The Florida Department of Health will no longer update its Covid-19 dashboard and will suspend daily case and vaccine reports, the governor’s office confirmed on Friday. Officials will instead post weekly updates, becoming the first U.S. state to move to such an infrequent publishing schedule.

Officials first announced last week that the state would end daily reports in a news release outlining Florida’s plans to transition into the next phase of its Covid-19 response now that cases in the state are decreasing. Last month, Florida closed its state-run testing sites but gave counties the option of taking them over.

Gov. Ron DeSantis’ press secretary, Christina Pushaw, told The News Service of Florida on Friday that there is no need to keep issuing the daily reports.

“Covid-19 cases have significantly decreased over the past year as we have a less than 5 percent positivity rate, and our state is returning to normal, with vaccines widely available throughout Florida,” Pushaw said in an email to reporters.

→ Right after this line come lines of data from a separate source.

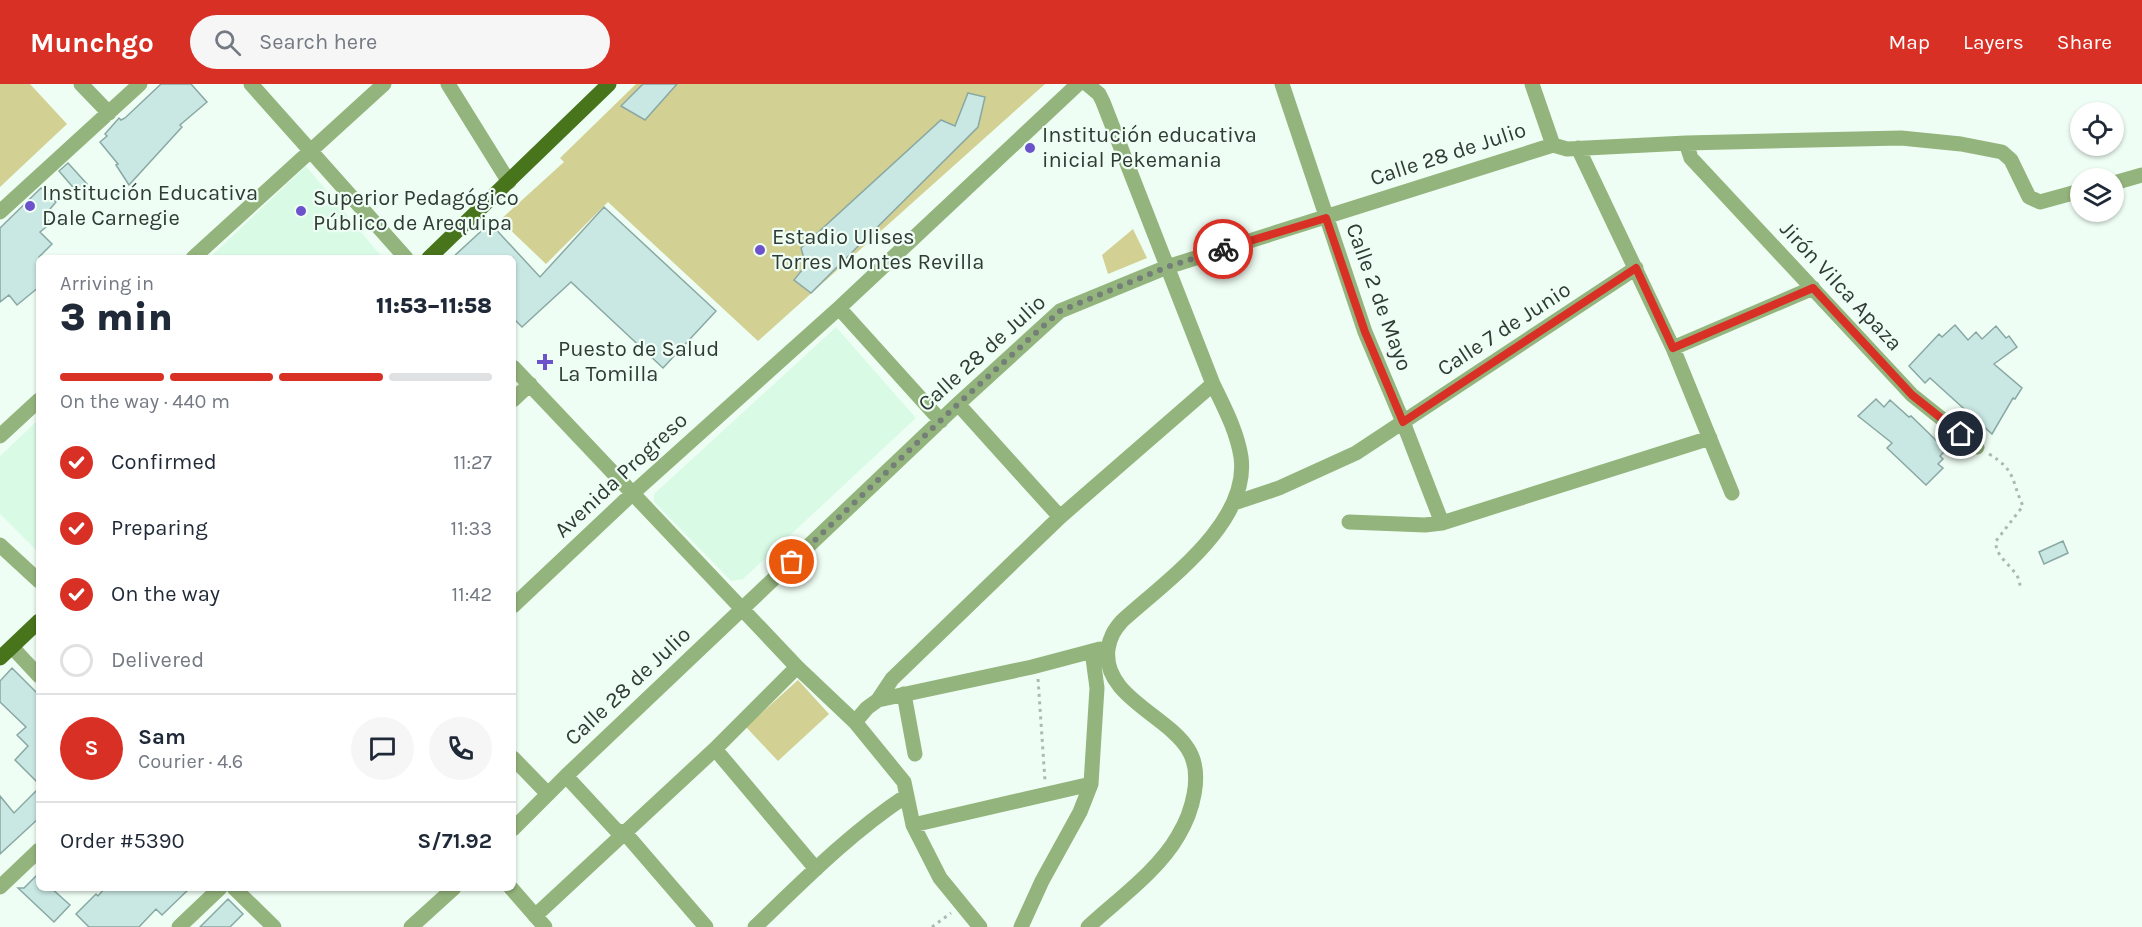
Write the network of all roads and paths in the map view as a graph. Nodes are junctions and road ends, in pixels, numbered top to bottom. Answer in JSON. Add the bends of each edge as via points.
{"nodes":[{"id":1,"x":81,"y":84,"type":"edge"},
{"id":2,"x":140,"y":84,"type":"edge"},
{"id":3,"x":251,"y":84,"type":"edge"},
{"id":4,"x":384,"y":84,"type":"edge"},
{"id":5,"x":448,"y":84,"type":"edge"},
{"id":6,"x":609,"y":84,"type":"edge"},
{"id":7,"x":1078,"y":84,"type":"edge"},
{"id":8,"x":1087,"y":84,"type":"edge"},
{"id":9,"x":1281,"y":84,"type":"edge"},
{"id":10,"x":1532,"y":84,"type":"edge"},
{"id":11,"x":109,"y":112,"type":"junction"},
{"id":12,"x":1686,"y":143,"type":"junction"},
{"id":13,"x":1553,"y":145,"type":"junction"},
{"id":14,"x":1578,"y":148,"type":"junction"},
{"id":15,"x":310,"y":150,"type":"junction"},
{"id":16,"x":2142,"y":175,"type":"edge"},
{"id":17,"x":2124,"y":180,"type":"edge"},
{"id":18,"x":509,"y":182,"type":"junction"},
{"id":19,"x":2070,"y":194,"type":"edge"},
{"id":20,"x":0,"y":212,"type":"edge"},
{"id":21,"x":1326,"y":218,"type":"junction"},
{"id":22,"x":196,"y":255,"type":"edge"},
{"id":23,"x":402,"y":255,"type":"edge"},
{"id":24,"x":432,"y":255,"type":"edge"},
{"id":25,"x":1167,"y":267,"type":"junction"},
{"id":26,"x":1636,"y":268,"type":"junction"},
{"id":27,"x":1813,"y":288,"type":"junction"},
{"id":28,"x":839,"y":308,"type":"junction"},
{"id":29,"x":1673,"y":348,"type":"junction"},
{"id":30,"x":516,"y":370,"type":"edge"},
{"id":31,"x":530,"y":384,"type":"junction"},
{"id":32,"x":1213,"y":384,"type":"junction"},
{"id":33,"x":516,"y":397,"type":"edge"},
{"id":34,"x":36,"y":403,"type":"edge"},
{"id":35,"x":958,"y":404,"type":"junction"},
{"id":36,"x":941,"y":421,"type":"junction"},
{"id":37,"x":1403,"y":422,"type":"junction"},
{"id":38,"x":0,"y":436,"type":"edge"},
{"id":39,"x":1710,"y":438,"type":"junction"},
{"id":40,"x":1977,"y":447,"type":"joint"},
{"id":41,"x":633,"y":492,"type":"junction"},
{"id":42,"x":1731,"y":493,"type":"dead end"},
{"id":43,"x":1234,"y":503,"type":"junction"},
{"id":44,"x":1060,"y":517,"type":"junction"},
{"id":45,"x":1349,"y":522,"type":"dead end"},
{"id":46,"x":1442,"y":524,"type":"junction"},
{"id":47,"x":0,"y":545,"type":"edge"},
{"id":48,"x":36,"y":578,"type":"edge"},
{"id":49,"x":2020,"y":590,"type":"dead end"},
{"id":50,"x":516,"y":603,"type":"edge"},
{"id":51,"x":742,"y":610,"type":"junction"},
{"id":52,"x":36,"y":624,"type":"edge"},
{"id":53,"x":12,"y":647,"type":"junction"},
{"id":54,"x":1108,"y":647,"type":"junction"},
{"id":55,"x":1092,"y":651,"type":"junction"},
{"id":56,"x":0,"y":658,"type":"edge"},
{"id":57,"x":1038,"y":665,"type":"junction"},
{"id":58,"x":797,"y":667,"type":"junction"},
{"id":59,"x":36,"y":673,"type":"edge"},
{"id":60,"x":904,"y":694,"type":"junction"},
{"id":61,"x":878,"y":700,"type":"junction"},
{"id":62,"x":855,"y":722,"type":"junction"},
{"id":63,"x":715,"y":749,"type":"junction"},
{"id":64,"x":915,"y":754,"type":"dead end"},
{"id":65,"x":516,"y":762,"type":"edge"},
{"id":66,"x":566,"y":776,"type":"junction"},
{"id":67,"x":1091,"y":783,"type":"junction"},
{"id":68,"x":548,"y":794,"type":"junction"},
{"id":69,"x":1047,"y":794,"type":"junction"},
{"id":70,"x":906,"y":796,"type":"junction"},
{"id":71,"x":913,"y":825,"type":"junction"},
{"id":72,"x":516,"y":826,"type":"edge"},
{"id":73,"x":625,"y":833,"type":"junction"},
{"id":74,"x":36,"y":853,"type":"edge"},
{"id":75,"x":816,"y":869,"type":"junction"},
{"id":76,"x":0,"y":887,"type":"edge"},
{"id":77,"x":217,"y":891,"type":"edge"},
{"id":78,"x":237,"y":891,"type":"edge"},
{"id":79,"x":448,"y":891,"type":"edge"},
{"id":80,"x":514,"y":891,"type":"edge"},
{"id":81,"x":962,"y":904,"type":"junction"},
{"id":82,"x":540,"y":921,"type":"edge"},
{"id":83,"x":179,"y":927,"type":"edge"},
{"id":84,"x":274,"y":927,"type":"edge"},
{"id":85,"x":411,"y":927,"type":"edge"},
{"id":86,"x":706,"y":927,"type":"edge"},
{"id":87,"x":755,"y":927,"type":"edge"},
{"id":88,"x":932,"y":927,"type":"edge"},
{"id":89,"x":980,"y":927,"type":"edge"},
{"id":90,"x":1022,"y":927,"type":"edge"},
{"id":91,"x":1088,"y":927,"type":"edge"}],
"edges":[{"from":1,"to":11,"type":"street"},
{"from":2,"to":11,"type":"street"},
{"from":3,"to":15,"type":"street"},
{"from":4,"to":15,"type":"street"},
{"from":5,"to":18,"type":"street"},
{"from":6,"to":18,"type":"main road"},
{"from":7,"to":28,"type":"street","name":"Avenida Progreso"},
{"from":8,"to":25,"type":"street","via":[[1103,102]]},
{"from":9,"to":21,"type":"street","name":"Calle 2 de Mayo"},
{"from":10,"to":13,"type":"street"},
{"from":11,"to":20,"type":"street"},
{"from":12,"to":14,"type":"street","name":"Calle 28 de Julio"},
{"from":12,"to":19,"type":"street","name":"Calle 28 de Julio","via":[[1901,138],[1961,144],[2002,152],[2011,160],[2029,197],[2040,202]]},
{"from":12,"to":27,"type":"street","name":"Jirón Vilca Apaza","via":[[1691,158]]},
{"from":13,"to":14,"type":"street","name":"Calle 28 de Julio"},
{"from":13,"to":21,"type":"street","name":"Calle 28 de Julio"},
{"from":14,"to":26,"type":"street"},
{"from":15,"to":22,"type":"street"},
{"from":15,"to":23,"type":"street"},
{"from":16,"to":17,"type":"street"},
{"from":18,"to":24,"type":"main road"},
{"from":21,"to":25,"type":"street","name":"Calle 28 de Julio"},
{"from":21,"to":37,"type":"street","name":"Calle 2 de Mayo","via":[[1365,332]]},
{"from":25,"to":32,"type":"street"},
{"from":25,"to":35,"type":"street","name":"Calle 28 de Julio","via":[[1060,311]]},
{"from":26,"to":29,"type":"street"},
{"from":26,"to":37,"type":"street","name":"Calle 7 de Junio"},
{"from":27,"to":29,"type":"street"},
{"from":27,"to":40,"type":"street","name":"Jirón Vilca Apaza","via":[[1912,395]]},
{"from":28,"to":36,"type":"street"},
{"from":28,"to":41,"type":"street","name":"Avenida Progreso"},
{"from":29,"to":39,"type":"street"},
{"from":30,"to":31,"type":"street"},
{"from":31,"to":33,"type":"street"},
{"from":31,"to":41,"type":"street"},
{"from":32,"to":43,"type":"street","via":[[1239,445],[1242,474]]},
{"from":32,"to":44,"type":"street"},
{"from":34,"to":38,"type":"street"},
{"from":35,"to":36,"type":"street","name":"Calle 28 de Julio"},
{"from":35,"to":44,"type":"street"},
{"from":36,"to":51,"type":"street","name":"Calle 28 de Julio"},
{"from":37,"to":43,"type":"street","name":"Calle 7 de Junio","via":[[1356,453],[1279,488]]},
{"from":37,"to":46,"type":"street","name":"Calle 2 de Mayo"},
{"from":39,"to":42,"type":"street"},
{"from":39,"to":46,"type":"street"},
{"from":40,"to":49,"type":"path","via":[[2010,470],[2023,506],[1995,546],[2019,579]]},
{"from":41,"to":50,"type":"street","name":"Avenida Progreso"},
{"from":41,"to":51,"type":"street"},
{"from":43,"to":54,"type":"street","via":[[1202,548],[1116,628]]},
{"from":44,"to":61,"type":"street","via":[[892,679]]},
{"from":45,"to":46,"type":"street"},
{"from":47,"to":48,"type":"street"},
{"from":51,"to":58,"type":"street"},
{"from":51,"to":66,"type":"street","name":"Calle 28 de Julio"},
{"from":52,"to":53,"type":"main road"},
{"from":53,"to":56,"type":"main road"},
{"from":53,"to":59,"type":"street"},
{"from":54,"to":55,"type":"street"},
{"from":54,"to":91,"type":"street","via":[[1114,678],[1132,699],[1183,742],[1192,756],[1196,777],[1187,816],[1172,847]]},
{"from":55,"to":57,"type":"street"},
{"from":55,"to":67,"type":"street","via":[[1097,688]]},
{"from":57,"to":60,"type":"street"},
{"from":57,"to":69,"type":"path"},
{"from":58,"to":62,"type":"street"},
{"from":58,"to":63,"type":"street"},
{"from":60,"to":61,"type":"street"},
{"from":60,"to":64,"type":"street"},
{"from":61,"to":62,"type":"street"},
{"from":62,"to":70,"type":"street","via":[[904,782]]},
{"from":63,"to":73,"type":"street"},
{"from":63,"to":75,"type":"street"},
{"from":65,"to":68,"type":"street"},
{"from":66,"to":68,"type":"street","name":"Calle 28 de Julio"},
{"from":66,"to":73,"type":"street","via":[[616,830]]},
{"from":67,"to":69,"type":"street"},
{"from":67,"to":90,"type":"street"},
{"from":68,"to":72,"type":"street","name":"Calle 28 de Julio"},
{"from":69,"to":71,"type":"street"},
{"from":70,"to":71,"type":"street"},
{"from":70,"to":75,"type":"street"},
{"from":71,"to":81,"type":"street","via":[[940,878]]},
{"from":73,"to":82,"type":"street"},
{"from":73,"to":86,"type":"street"},
{"from":74,"to":76,"type":"street"},
{"from":75,"to":87,"type":"street"},
{"from":77,"to":83,"type":"street"},
{"from":78,"to":84,"type":"street"},
{"from":79,"to":85,"type":"street"},
{"from":80,"to":82,"type":"street"},
{"from":81,"to":88,"type":"path"},
{"from":81,"to":89,"type":"street"}]}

In the past two weeks, Florida has seen a 43 percent drop in coronavirus cases and deaths, and 50 percent of the population has received at least one vaccine dose, just below the national average of 51 percent, according to a New York Times database.

Florida’s dashboard was created in part by Rebekah D. Jones, a state data scientist who was fired for insubordination in May 2020, a conflict that she said came to a head when she refused to manipulate data to show that rural counties were ready to reopen from coronavirus lockdowns. The data in fact showed that the virus was rapidly spreading in a state that was hesitant to mandate broad restrictions and eager to reopen.

Ms. Jones’s firing became a flash point as Mr. DeSantis, a close ally of then-President Donald J. Trump, touted Florida’s early success in battling the virus — a victory lap that turned out to be premature at the time and led to a disastrous summer. State officials insisted that her claims about hiding virus data were false. She was dismissed, they said, because she made unilateral decisions to modify the virus dashboard without approval.

After Ms. Jones was fired, she made her own database using public virus case records from the Florida Department of Health that had been buried deep in PDF files on the state website.

In December, state police agents with guns drawn raided Ms. Jones’s home in Tallahassee to execute a search warrant in a criminal investigation, after police said a breach at the Florida Department of Health was traced to her computer. She denied having anything to do with the breach.

Ms. Jones’s dashboard generally shows a higher number of cases than the number reported by the state. It also includes information from other agencies, such as hospitalization rates from the Agency for Health Care Administration, that are not on the state dashboard.

But after the state announced that it would no longer update its public records, Ms. Jones wrote on her database that she wouldn’t be able to update her dashboard either.

“No more data,” she wrote. “Only summary reports in PDF format. Please be patient as I work to reformat the website to adjust for these changes.”